* **PROBLEM TO WORK ON**: Every line containing "them" should be identified and copied from the data below.

Records from a data collection
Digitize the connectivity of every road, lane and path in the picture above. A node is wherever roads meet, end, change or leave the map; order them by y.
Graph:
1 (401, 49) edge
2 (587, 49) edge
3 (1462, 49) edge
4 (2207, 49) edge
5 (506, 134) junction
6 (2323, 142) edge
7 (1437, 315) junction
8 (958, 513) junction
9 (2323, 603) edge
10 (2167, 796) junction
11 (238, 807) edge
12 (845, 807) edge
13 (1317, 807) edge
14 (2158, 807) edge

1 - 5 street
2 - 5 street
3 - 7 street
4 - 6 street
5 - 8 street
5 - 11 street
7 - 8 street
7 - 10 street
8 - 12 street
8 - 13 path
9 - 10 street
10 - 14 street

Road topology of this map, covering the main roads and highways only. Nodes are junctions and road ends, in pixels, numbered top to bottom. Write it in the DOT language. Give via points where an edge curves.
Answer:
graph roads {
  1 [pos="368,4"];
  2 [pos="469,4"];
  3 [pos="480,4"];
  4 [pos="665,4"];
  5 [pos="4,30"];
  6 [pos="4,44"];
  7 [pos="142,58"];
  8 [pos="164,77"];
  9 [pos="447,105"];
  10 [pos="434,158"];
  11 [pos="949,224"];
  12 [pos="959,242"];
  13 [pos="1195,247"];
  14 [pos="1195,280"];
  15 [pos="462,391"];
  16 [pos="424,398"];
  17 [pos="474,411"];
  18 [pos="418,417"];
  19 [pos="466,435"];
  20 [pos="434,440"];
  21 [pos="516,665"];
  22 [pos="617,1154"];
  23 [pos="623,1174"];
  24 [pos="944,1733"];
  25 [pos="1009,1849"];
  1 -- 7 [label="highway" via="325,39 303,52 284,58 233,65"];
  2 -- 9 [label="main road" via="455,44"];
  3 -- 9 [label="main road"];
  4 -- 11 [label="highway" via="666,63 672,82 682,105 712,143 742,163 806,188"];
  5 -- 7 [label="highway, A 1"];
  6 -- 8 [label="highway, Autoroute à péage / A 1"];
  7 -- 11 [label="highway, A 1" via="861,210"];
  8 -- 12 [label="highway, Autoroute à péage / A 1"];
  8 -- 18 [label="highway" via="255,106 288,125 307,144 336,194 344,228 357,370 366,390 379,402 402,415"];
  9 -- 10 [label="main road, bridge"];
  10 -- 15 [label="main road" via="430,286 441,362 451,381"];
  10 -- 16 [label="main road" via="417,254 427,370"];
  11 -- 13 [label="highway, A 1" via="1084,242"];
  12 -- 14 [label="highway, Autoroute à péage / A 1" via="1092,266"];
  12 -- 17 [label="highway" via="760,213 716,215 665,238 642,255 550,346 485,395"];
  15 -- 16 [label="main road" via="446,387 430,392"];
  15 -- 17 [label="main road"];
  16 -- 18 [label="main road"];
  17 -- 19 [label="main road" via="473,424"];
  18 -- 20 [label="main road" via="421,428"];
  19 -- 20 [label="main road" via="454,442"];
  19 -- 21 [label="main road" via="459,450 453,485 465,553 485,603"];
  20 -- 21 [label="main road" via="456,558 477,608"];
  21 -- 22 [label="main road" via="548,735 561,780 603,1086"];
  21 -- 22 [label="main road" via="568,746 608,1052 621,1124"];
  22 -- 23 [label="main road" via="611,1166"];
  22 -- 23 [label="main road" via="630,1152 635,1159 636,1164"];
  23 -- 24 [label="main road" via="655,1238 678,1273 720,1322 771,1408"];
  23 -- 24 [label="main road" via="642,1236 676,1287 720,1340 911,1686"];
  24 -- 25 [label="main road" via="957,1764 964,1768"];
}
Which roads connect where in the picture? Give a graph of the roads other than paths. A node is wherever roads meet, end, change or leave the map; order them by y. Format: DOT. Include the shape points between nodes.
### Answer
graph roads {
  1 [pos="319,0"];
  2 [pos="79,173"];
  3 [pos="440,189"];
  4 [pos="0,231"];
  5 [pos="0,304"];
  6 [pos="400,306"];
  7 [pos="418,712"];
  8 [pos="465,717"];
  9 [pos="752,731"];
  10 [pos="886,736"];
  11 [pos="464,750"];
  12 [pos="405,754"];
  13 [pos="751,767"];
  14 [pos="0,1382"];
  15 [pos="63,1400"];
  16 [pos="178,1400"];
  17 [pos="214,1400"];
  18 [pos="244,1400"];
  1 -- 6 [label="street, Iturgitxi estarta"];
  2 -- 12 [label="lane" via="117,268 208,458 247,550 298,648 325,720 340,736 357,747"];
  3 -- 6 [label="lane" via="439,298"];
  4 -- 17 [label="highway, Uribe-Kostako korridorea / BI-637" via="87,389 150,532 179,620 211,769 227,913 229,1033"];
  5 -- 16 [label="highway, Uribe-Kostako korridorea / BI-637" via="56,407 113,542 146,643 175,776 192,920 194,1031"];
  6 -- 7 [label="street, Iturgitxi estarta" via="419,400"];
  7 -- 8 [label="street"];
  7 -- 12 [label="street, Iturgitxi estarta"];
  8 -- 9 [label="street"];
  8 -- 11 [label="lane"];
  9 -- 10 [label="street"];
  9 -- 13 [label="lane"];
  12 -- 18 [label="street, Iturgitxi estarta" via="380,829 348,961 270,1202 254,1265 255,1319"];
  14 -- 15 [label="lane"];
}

* **YOUR RESPONSE**:
Digitize the connectivity of every road, lane and path in the picture above. A node is wherever roads meet, end, change or leave the map; order them by y.
Which roads connect where in the picture? Give a graph of the roads other than paths. A node is wherever roads meet, end, change or leave the map; order them by y. Format: DOT. Include the shape points between nodes.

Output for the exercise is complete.